- [Collected data entries]:
★ ★ ★ ★
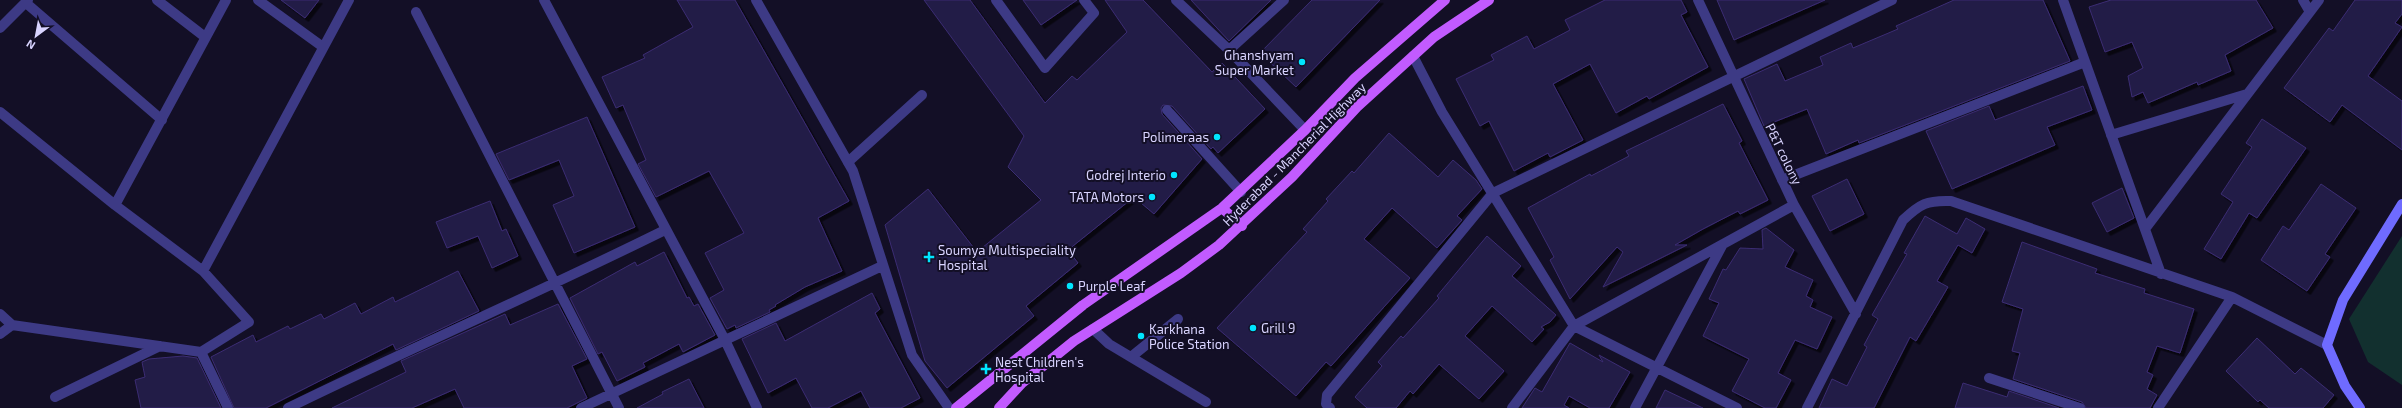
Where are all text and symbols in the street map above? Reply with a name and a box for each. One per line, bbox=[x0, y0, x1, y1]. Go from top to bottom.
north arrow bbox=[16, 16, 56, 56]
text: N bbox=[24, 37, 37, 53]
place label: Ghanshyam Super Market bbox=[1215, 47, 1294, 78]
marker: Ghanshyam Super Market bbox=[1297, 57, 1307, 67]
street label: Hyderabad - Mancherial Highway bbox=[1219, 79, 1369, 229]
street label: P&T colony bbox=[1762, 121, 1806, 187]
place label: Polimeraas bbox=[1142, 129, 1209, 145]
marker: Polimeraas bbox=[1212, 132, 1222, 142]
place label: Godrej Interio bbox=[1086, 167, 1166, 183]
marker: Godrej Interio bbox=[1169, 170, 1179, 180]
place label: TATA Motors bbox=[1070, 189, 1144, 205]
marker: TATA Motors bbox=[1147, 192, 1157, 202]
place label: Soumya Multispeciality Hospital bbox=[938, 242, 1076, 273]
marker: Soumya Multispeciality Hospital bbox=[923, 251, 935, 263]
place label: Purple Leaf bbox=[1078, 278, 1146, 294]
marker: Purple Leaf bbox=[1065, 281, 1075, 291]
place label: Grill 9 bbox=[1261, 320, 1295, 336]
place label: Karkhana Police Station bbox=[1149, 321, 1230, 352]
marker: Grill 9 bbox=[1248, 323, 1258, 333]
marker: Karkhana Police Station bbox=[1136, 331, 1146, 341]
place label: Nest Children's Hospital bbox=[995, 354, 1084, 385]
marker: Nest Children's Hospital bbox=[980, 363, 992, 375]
★ ★ ★ ★
- [Work to be completed]:
In the records above, which lines hold the string "Ghanshyam"? Copy each one.

- [Problem solution]:
place label: Ghanshyam Super Market bbox=[1215, 47, 1294, 78]
marker: Ghanshyam Super Market bbox=[1297, 57, 1307, 67]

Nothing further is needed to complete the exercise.